である顧客が許容できるクオリティであればいいと割り切った方がよいのです。

 

最も良くないのはあなたのやり方や期待するクオリティについてきちんと話すことなく

求めて、それでNG評価をすること。これだと小石の感覚が常にあります。ストレスも高まり、

イライラして、周囲からすると“一緒に仕事をしにくい”存在になります。

 

メンバーとの関係性は時間の経過とともに悪くなる一方です。当事者意識があり、

それなりの力量がある人から抜けていきます。最終的には“言わないと動かない”

“言ってもできない”人の集団を率いることになります。

 

小石を感じたら気軽に確認し、気軽に小石を消す。そういう姿を目指したいですね。

 

ちなにに小石の存在を感じたときに、確認ではなく自分のストレス解消で気分を

晴らすというやり方もあります。

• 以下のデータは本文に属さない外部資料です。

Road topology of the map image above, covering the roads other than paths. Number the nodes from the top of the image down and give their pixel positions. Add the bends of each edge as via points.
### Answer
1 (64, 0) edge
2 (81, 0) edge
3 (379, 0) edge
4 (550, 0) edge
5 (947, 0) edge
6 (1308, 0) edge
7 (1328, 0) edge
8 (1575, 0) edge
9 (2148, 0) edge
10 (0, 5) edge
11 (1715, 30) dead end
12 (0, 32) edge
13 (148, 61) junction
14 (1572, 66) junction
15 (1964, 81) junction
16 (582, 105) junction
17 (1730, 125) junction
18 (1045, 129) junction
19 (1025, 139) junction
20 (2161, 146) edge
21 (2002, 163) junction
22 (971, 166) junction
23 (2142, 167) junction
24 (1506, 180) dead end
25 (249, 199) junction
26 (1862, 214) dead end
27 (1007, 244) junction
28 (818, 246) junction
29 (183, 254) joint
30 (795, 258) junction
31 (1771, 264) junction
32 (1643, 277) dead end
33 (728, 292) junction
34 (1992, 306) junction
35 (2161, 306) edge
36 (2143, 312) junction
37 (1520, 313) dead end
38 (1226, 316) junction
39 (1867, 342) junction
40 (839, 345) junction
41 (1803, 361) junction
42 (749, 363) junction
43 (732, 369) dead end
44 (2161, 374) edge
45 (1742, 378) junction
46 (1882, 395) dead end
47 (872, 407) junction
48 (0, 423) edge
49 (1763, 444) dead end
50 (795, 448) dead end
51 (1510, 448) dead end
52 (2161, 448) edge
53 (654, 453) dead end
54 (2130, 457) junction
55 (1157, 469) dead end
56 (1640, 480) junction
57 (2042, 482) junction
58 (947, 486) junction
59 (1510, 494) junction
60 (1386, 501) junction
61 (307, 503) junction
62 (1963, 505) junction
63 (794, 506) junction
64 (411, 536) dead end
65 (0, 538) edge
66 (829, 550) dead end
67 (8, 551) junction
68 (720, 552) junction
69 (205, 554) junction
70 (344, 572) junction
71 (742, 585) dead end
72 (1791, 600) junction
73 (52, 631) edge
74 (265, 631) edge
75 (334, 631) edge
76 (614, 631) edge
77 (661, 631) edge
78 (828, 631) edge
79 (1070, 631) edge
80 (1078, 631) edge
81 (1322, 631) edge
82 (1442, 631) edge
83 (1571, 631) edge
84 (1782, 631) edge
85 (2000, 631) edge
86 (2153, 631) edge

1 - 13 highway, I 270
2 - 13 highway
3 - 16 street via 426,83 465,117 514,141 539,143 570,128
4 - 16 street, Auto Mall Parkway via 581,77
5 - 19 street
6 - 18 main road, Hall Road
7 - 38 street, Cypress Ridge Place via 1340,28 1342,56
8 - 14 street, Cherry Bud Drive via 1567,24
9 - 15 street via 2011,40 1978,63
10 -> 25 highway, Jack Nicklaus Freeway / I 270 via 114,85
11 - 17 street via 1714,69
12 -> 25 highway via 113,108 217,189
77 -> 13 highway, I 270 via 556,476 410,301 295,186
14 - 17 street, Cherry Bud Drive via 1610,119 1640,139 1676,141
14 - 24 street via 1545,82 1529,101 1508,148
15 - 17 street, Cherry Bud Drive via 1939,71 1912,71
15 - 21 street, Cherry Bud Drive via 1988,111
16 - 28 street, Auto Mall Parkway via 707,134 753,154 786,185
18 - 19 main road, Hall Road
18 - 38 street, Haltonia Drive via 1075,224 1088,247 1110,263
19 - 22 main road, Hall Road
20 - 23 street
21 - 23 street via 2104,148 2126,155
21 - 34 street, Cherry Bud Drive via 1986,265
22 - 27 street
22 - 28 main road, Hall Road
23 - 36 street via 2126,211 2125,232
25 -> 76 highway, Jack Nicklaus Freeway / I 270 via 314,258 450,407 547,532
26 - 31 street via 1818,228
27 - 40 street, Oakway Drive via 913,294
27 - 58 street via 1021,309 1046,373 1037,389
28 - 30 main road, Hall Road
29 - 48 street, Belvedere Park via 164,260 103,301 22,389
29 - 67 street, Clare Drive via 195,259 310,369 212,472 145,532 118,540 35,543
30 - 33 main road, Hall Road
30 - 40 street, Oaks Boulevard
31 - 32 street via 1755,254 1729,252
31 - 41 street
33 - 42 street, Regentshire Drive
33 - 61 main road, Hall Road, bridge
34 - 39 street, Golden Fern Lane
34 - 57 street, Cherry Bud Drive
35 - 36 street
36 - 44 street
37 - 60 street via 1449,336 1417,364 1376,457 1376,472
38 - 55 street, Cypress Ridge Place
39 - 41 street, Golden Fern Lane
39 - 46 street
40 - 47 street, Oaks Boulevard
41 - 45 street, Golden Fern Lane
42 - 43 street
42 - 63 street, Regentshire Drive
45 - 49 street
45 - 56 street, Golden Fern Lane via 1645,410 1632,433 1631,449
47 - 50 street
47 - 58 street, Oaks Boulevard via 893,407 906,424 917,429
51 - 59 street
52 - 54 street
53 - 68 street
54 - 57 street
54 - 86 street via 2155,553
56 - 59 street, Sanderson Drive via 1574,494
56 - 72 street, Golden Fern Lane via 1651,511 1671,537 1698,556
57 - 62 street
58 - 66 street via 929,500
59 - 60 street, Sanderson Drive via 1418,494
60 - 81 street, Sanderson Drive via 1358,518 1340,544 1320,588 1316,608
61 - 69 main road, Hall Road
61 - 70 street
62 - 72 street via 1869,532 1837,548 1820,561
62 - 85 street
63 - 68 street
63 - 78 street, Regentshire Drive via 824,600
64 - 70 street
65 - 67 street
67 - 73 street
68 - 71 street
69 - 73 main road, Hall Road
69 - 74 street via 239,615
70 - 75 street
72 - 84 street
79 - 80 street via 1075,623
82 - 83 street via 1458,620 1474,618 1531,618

ストレスが高まると自分の器が小さくなり、

ふだん気にも留めないことが小石化することがあります。リーダーは良く寝て、

良く笑い、よく運動し、うまいものを食べる。それがチームのためになります。

 

 

おまけー1:福岡行の飛行機がターミナルに引き返しました。

“乗せてはいけない荷物を乗せてしまったのでターミナルに戻します。”とアナウンス。

何を乗せたんだろう?

 

 

おまけー2:今年の日本シリーズはおもしろい!試合の潮目の変化がよくわかります。

初戦を大谷投手で日ハムが落として潮目は広島に。ところが第3戦でその大谷がサヨナラ安打

。第5選でデッドボールからの二死満塁でサヨナラ本塁打。完全に潮目が日ハムに。

さて、この後どうなりますか。

 

おまけー3:“スパイ”のことを“スパイダーマン”と言う人あり。

文脈的に完全にわからない話になりました。